Dataset entries
_ _ _ _ _ _ _
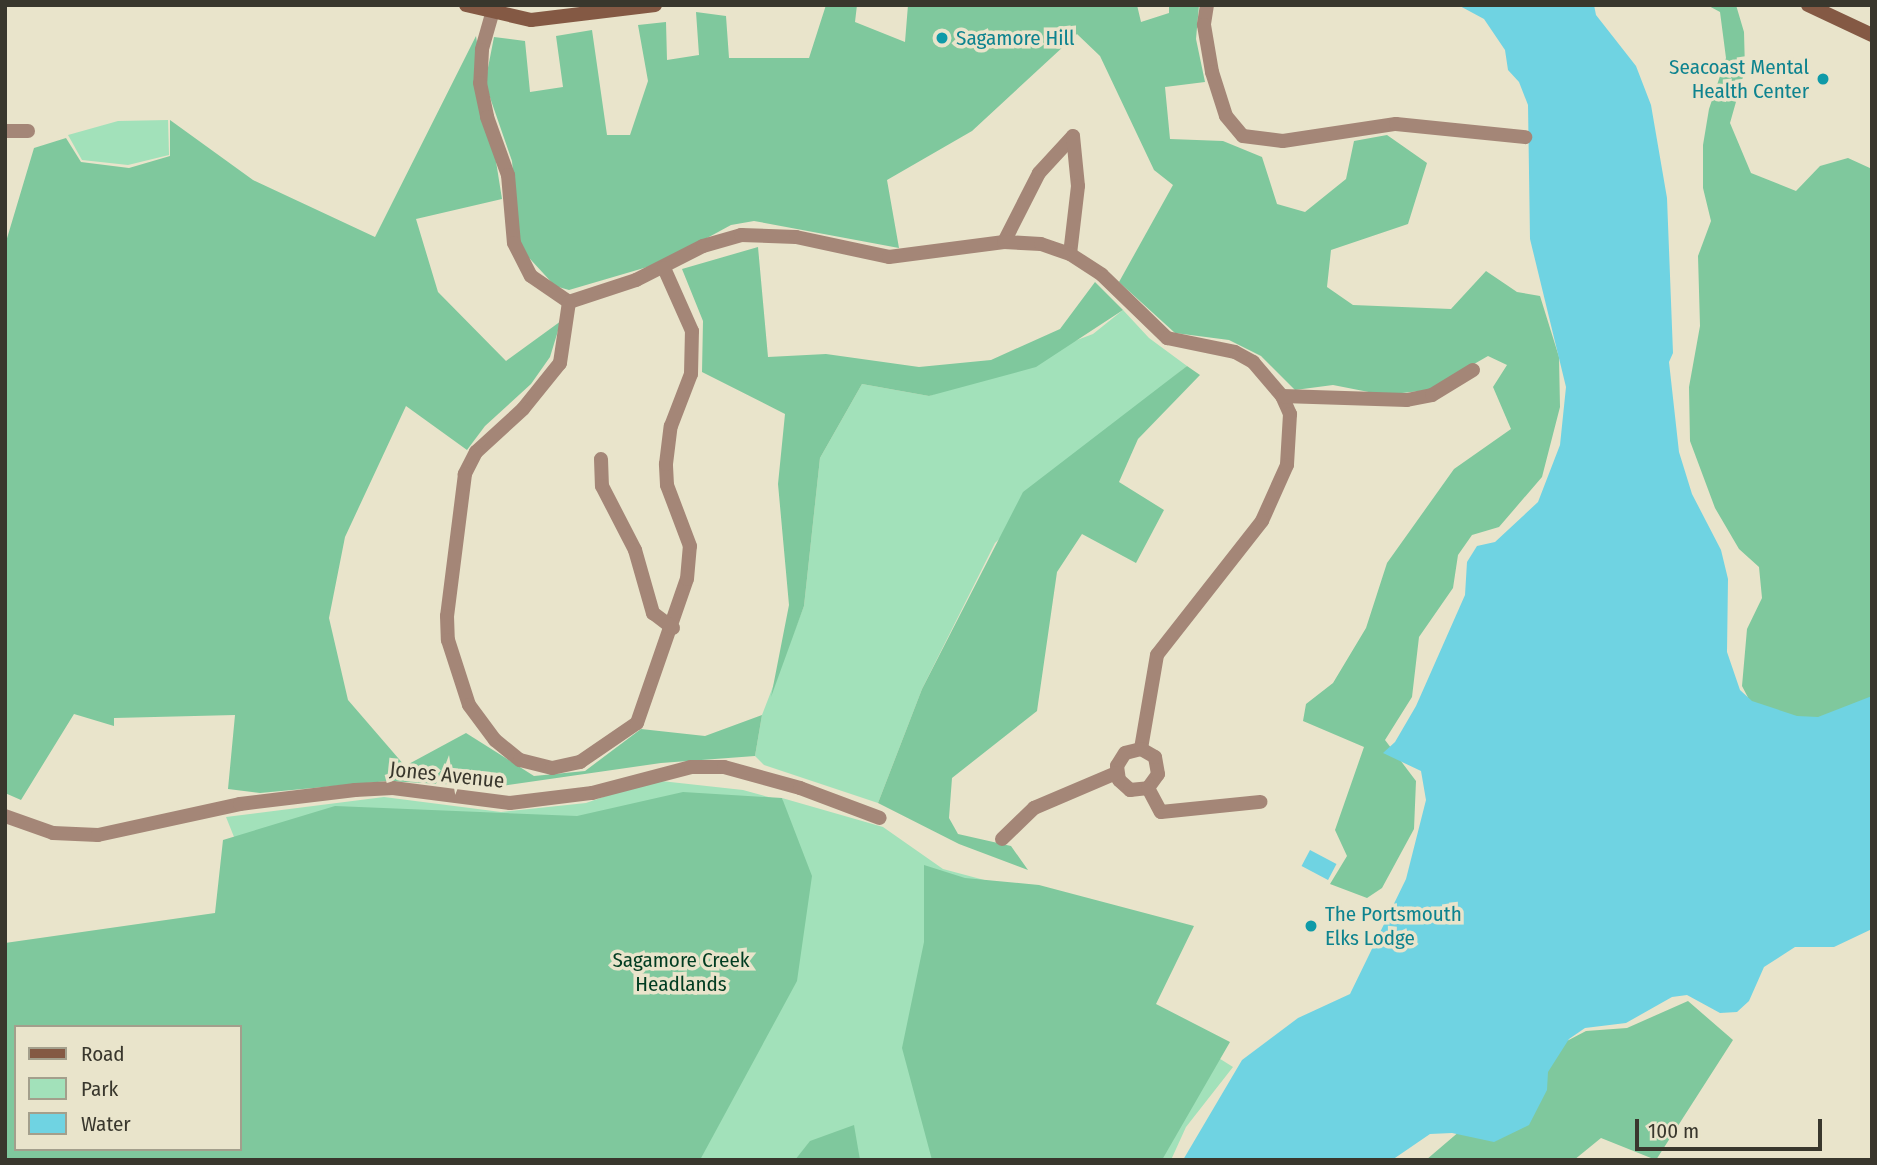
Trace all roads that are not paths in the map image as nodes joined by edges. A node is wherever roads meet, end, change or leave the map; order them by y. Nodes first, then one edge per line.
1 (466, 5) edge
2 (656, 5) edge
3 (1207, 5) edge
4 (1808, 5) edge
5 (492, 14) junction
6 (1872, 35) edge
7 (5, 131) edge
8 (28, 131) dead end
9 (1525, 137) dead end
10 (1003, 242) junction
11 (1070, 254) junction
12 (664, 268) junction
13 (569, 302) junction
14 (1473, 370) dead end
15 (1282, 396) junction
16 (601, 459) dead end
17 (673, 628) junction
18 (1141, 749) junction
19 (1116, 773) junction
20 (1148, 788) junction
21 (1260, 802) dead end
22 (5, 816) edge
23 (880, 818) dead end
24 (1002, 839) dead end

1 - 5 main road
2 - 5 main road
3 - 9 street
4 - 6 main road
5 - 13 street
7 - 8 street
10 - 11 street
10 - 11 street
10 - 12 street
11 - 15 street
12 - 13 street
12 - 17 street
13 - 17 street
14 - 15 street
15 - 18 street
16 - 17 street
18 - 19 street
18 - 20 street
19 - 20 street
19 - 24 street
20 - 21 street
22 - 23 street, Jones Avenue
_ _ _ _ _ _ _
- Instructions for the task
Leaving out the pictures, output each line above exactly as it is.

- Reply
Trace all roads that are not paths in the map image as nodes joined by edges. A node is wherever roads meet, end, change or leave the map; order them by y. Nodes first, then one edge per line.
1 (466, 5) edge
2 (656, 5) edge
3 (1207, 5) edge
4 (1808, 5) edge
5 (492, 14) junction
6 (1872, 35) edge
7 (5, 131) edge
8 (28, 131) dead end
9 (1525, 137) dead end
10 (1003, 242) junction
11 (1070, 254) junction
12 (664, 268) junction
13 (569, 302) junction
14 (1473, 370) dead end
15 (1282, 396) junction
16 (601, 459) dead end
17 (673, 628) junction
18 (1141, 749) junction
19 (1116, 773) junction
20 (1148, 788) junction
21 (1260, 802) dead end
22 (5, 816) edge
23 (880, 818) dead end
24 (1002, 839) dead end

1 - 5 main road
2 - 5 main road
3 - 9 street
4 - 6 main road
5 - 13 street
7 - 8 street
10 - 11 street
10 - 11 street
10 - 12 street
11 - 15 street
12 - 13 street
12 - 17 street
13 - 17 street
14 - 15 street
15 - 18 street
16 - 17 street
18 - 19 street
18 - 20 street
19 - 20 street
19 - 24 street
20 - 21 street
22 - 23 street, Jones Avenue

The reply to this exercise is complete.